What, however, is now clear, is that the taxation proposals of the new government will probably have to go through a dual process. The first is a review, in terms of their compatibility with the strategy and timing of the economic recovery process signed and sealed with the IMF; and the second will be the new Prime Minister’s ability to hold the support of his parliamentary group, given the slight margin between the two parties.

This, no doubt, will be important for the IMF advisers, concerned to ensure that after this prolonged period of tutelage of the former Jamaican leadership into staying the course of implementation of the accepted economic strategy, the new leadership will have understood the importance of acting likewise, including pursuing the task of persuading the electorate that the strategy is perceived by the IMF as, at this point, outside the boundaries of domestic political contestation and competition.

From the perspective of the Region, there has often been the assumption that the PNP has been more supportive of regional integration than the JLP. In addition, it will probably be understood that from the perspective of the IMF, the task of economic recuperation is not as yet complete, and that this will sometimes have to take priority over other regional concerns.

In a sense, this is likely to be understood in the rest of the Region, given the perception, in the Eastern Caribbean in particular, of the extent to which what can be called the leading east-southern Caricom economy bar Trinidad & Tobago, that is to say Barbados, has had to undertake severe policies of economic restraint, and is therefore likely to have been fully understanding of the travails undergone by Jamaica under IMF tutelage.

It is sometimes thought to be traditionally the case that the interest of Jamaica in regional economic integration has never been as intense as that of the other Caricom states. The PNP has, on the whole, seemed to indicate a wider commitment to the movement, although the leadership of the JLP would want to suggest that the PNP was simply more vocal in support. But there is also a perhaps not inaccurate perception of Jamaican foreign policy, in recent times, as being more supported by the two main parties than in earlier years. Bruce Golding, as JLP Prime Minister, seemed to portray this posture, and we shall see whether it is followed.

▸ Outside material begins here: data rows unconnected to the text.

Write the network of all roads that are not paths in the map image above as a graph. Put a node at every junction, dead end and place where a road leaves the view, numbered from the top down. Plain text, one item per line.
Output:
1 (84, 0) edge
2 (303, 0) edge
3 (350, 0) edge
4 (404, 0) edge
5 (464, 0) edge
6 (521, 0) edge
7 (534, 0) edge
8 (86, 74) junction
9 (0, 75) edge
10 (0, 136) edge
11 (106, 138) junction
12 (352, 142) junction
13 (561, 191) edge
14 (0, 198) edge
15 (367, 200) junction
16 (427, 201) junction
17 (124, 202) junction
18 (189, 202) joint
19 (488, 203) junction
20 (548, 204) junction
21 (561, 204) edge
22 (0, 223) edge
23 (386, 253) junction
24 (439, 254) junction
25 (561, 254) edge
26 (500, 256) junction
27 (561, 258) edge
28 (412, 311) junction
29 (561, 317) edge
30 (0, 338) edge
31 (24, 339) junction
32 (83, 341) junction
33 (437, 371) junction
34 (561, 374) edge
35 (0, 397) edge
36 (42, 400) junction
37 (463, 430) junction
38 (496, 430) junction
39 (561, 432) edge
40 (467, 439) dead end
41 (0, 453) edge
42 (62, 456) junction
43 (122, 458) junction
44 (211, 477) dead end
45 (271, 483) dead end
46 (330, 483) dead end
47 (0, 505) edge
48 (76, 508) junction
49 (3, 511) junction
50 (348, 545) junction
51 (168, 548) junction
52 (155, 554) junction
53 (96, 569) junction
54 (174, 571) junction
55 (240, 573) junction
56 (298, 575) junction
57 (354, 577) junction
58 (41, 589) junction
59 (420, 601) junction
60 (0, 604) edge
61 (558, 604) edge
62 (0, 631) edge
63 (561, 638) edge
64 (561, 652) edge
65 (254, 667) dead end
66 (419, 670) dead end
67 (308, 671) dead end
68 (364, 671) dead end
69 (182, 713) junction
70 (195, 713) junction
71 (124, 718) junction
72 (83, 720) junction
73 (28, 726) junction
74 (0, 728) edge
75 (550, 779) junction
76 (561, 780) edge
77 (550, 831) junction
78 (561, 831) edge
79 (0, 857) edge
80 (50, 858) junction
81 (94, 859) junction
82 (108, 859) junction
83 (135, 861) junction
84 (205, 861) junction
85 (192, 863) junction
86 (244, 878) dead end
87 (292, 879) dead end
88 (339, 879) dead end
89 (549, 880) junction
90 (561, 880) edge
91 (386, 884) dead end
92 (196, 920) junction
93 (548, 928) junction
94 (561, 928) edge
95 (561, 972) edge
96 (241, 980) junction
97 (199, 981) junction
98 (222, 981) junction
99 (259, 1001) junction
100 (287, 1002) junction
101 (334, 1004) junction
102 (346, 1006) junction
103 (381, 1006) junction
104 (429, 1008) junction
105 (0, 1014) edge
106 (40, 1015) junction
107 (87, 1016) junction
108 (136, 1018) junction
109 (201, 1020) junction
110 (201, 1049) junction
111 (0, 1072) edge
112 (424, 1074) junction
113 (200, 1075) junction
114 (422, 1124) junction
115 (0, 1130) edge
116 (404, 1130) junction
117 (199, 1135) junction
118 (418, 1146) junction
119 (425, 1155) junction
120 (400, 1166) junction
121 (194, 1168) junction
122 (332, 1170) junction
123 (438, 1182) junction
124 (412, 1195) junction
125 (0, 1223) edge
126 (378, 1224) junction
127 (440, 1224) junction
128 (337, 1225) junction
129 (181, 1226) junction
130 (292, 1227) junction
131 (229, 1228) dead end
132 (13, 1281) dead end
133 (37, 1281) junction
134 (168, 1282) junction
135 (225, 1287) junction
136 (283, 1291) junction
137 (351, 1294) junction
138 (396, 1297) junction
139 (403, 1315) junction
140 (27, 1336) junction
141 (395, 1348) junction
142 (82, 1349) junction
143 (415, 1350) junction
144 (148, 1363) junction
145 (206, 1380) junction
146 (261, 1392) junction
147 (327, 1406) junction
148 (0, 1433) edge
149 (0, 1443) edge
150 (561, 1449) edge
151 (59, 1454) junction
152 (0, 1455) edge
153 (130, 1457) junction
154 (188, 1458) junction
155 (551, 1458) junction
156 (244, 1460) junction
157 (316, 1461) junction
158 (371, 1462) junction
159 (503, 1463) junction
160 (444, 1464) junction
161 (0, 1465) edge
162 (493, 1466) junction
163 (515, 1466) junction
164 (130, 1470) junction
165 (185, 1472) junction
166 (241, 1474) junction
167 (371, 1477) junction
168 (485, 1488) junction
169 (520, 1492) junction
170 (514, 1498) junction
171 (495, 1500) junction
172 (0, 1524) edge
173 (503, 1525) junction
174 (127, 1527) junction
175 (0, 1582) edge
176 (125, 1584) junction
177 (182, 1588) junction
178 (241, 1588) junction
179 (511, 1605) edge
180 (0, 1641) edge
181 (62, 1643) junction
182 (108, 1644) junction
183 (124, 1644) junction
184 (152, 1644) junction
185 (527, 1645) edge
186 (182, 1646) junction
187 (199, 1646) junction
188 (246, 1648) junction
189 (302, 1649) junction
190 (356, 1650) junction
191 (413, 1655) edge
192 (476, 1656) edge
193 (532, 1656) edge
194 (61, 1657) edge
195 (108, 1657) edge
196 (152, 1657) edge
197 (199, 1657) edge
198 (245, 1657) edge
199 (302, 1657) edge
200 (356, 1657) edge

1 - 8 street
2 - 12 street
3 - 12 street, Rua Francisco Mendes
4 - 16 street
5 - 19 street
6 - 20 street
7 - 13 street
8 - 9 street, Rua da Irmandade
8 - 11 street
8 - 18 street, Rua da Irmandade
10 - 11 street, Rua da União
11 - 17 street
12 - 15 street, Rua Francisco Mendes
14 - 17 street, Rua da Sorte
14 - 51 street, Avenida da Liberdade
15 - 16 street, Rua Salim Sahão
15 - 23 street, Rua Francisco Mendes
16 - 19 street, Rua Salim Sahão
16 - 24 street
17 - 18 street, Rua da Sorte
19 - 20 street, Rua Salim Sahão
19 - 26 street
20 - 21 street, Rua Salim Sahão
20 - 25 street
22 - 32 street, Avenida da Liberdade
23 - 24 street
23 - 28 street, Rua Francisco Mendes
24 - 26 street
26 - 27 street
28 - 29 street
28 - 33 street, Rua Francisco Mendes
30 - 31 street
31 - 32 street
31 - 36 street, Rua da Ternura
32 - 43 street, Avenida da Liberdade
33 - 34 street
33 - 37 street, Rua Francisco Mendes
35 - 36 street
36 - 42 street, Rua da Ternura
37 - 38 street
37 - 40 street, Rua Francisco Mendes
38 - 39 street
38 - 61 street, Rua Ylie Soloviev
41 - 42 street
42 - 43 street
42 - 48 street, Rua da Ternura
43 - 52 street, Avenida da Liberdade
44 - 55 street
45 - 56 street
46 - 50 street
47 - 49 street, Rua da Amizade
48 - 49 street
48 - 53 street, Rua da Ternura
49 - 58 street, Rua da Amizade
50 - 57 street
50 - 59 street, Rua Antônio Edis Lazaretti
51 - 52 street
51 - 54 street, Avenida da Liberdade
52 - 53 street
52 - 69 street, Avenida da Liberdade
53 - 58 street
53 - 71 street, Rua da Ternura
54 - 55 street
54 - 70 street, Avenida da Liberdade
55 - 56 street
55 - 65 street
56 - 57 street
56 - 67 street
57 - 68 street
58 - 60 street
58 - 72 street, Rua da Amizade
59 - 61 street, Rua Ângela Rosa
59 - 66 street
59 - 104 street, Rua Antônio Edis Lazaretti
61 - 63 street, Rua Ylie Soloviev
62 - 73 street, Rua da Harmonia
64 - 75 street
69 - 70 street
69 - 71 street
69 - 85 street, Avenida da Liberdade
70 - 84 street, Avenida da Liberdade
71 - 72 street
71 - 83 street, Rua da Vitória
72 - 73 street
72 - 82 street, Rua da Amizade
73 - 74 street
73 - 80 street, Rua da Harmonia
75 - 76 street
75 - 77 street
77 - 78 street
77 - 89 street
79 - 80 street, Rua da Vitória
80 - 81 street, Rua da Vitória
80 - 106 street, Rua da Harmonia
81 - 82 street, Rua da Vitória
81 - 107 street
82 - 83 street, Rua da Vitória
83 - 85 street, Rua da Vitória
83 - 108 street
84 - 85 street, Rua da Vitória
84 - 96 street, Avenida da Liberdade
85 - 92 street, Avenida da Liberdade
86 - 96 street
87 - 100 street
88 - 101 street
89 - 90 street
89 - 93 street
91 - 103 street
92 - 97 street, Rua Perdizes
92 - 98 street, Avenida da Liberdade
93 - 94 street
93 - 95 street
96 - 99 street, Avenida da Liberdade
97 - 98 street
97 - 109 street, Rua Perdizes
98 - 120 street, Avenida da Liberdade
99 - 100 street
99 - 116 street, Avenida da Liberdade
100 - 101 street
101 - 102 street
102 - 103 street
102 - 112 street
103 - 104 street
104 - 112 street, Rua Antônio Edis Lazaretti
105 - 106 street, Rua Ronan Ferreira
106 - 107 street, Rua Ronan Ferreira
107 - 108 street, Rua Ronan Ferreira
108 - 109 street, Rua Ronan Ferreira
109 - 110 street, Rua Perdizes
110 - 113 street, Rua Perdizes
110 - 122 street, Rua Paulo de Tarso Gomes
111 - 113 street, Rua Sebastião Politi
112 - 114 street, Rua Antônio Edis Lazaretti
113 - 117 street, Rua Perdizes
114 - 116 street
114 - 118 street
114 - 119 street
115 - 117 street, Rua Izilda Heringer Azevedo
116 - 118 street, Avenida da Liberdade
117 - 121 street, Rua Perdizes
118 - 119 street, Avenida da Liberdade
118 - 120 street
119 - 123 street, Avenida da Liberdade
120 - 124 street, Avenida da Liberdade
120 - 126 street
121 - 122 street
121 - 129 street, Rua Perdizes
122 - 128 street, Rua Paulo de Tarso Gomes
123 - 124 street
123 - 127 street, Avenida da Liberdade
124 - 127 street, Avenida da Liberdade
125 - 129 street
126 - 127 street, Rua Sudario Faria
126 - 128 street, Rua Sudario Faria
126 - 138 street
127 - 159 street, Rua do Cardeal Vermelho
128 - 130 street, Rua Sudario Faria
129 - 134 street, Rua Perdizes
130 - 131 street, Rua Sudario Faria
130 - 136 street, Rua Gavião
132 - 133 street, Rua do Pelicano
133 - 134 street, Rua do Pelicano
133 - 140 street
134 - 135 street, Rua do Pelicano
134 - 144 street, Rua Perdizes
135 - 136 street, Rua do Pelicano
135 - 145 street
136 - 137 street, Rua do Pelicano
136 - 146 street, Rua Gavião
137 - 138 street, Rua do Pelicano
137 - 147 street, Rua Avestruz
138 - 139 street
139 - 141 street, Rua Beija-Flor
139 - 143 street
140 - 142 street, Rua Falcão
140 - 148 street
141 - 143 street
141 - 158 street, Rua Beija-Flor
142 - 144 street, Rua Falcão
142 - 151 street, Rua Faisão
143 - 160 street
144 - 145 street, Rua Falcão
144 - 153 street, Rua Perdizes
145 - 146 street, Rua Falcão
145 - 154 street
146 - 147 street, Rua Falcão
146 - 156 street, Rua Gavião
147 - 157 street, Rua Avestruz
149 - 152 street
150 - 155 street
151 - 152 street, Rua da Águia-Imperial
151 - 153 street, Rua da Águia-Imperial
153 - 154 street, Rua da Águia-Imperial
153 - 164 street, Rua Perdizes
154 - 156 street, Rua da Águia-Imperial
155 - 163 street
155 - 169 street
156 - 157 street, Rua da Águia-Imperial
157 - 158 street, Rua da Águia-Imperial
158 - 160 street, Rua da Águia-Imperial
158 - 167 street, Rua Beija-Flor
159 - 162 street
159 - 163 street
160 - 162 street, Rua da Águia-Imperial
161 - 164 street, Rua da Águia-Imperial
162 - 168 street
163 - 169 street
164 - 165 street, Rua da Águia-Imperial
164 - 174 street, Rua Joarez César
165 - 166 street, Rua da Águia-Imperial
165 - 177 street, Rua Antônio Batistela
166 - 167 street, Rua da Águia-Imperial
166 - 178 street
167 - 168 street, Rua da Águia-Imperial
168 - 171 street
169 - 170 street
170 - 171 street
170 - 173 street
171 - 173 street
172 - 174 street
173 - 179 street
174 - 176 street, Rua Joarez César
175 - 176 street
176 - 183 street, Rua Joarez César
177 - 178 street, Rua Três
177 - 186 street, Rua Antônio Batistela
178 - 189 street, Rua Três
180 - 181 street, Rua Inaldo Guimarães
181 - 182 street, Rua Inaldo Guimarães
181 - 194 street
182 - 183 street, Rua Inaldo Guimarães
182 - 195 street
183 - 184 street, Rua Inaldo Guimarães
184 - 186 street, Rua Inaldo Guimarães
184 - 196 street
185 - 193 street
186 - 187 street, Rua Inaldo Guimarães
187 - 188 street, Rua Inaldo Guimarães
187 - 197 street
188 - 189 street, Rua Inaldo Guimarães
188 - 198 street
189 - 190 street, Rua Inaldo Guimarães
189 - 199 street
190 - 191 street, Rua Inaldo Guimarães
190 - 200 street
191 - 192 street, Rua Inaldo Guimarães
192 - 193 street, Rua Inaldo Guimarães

But other countries of Caricom will no doubt, in this period, understand that the meaning of regionalism is changing, with Jamaica taking a wider interest in the northern sphere, in relation to its neighbours Cuba and the Dominican Republic in particular. And no doubt there is a growing understanding too, that broader conceptions of the Region and versions of regional economic integration, within the wider hemisphere arena, are becoming the order of the day.

Whether Jamaican foreign policy, under the new political order, sustains this direction, is left to be seen. But in the last resort, it appears, a focus on the country’s economic recuperation will be, for a Jamaica Labour Party which dramatised the election with its last-minute economic taxation proposals, the main immediate order of the day.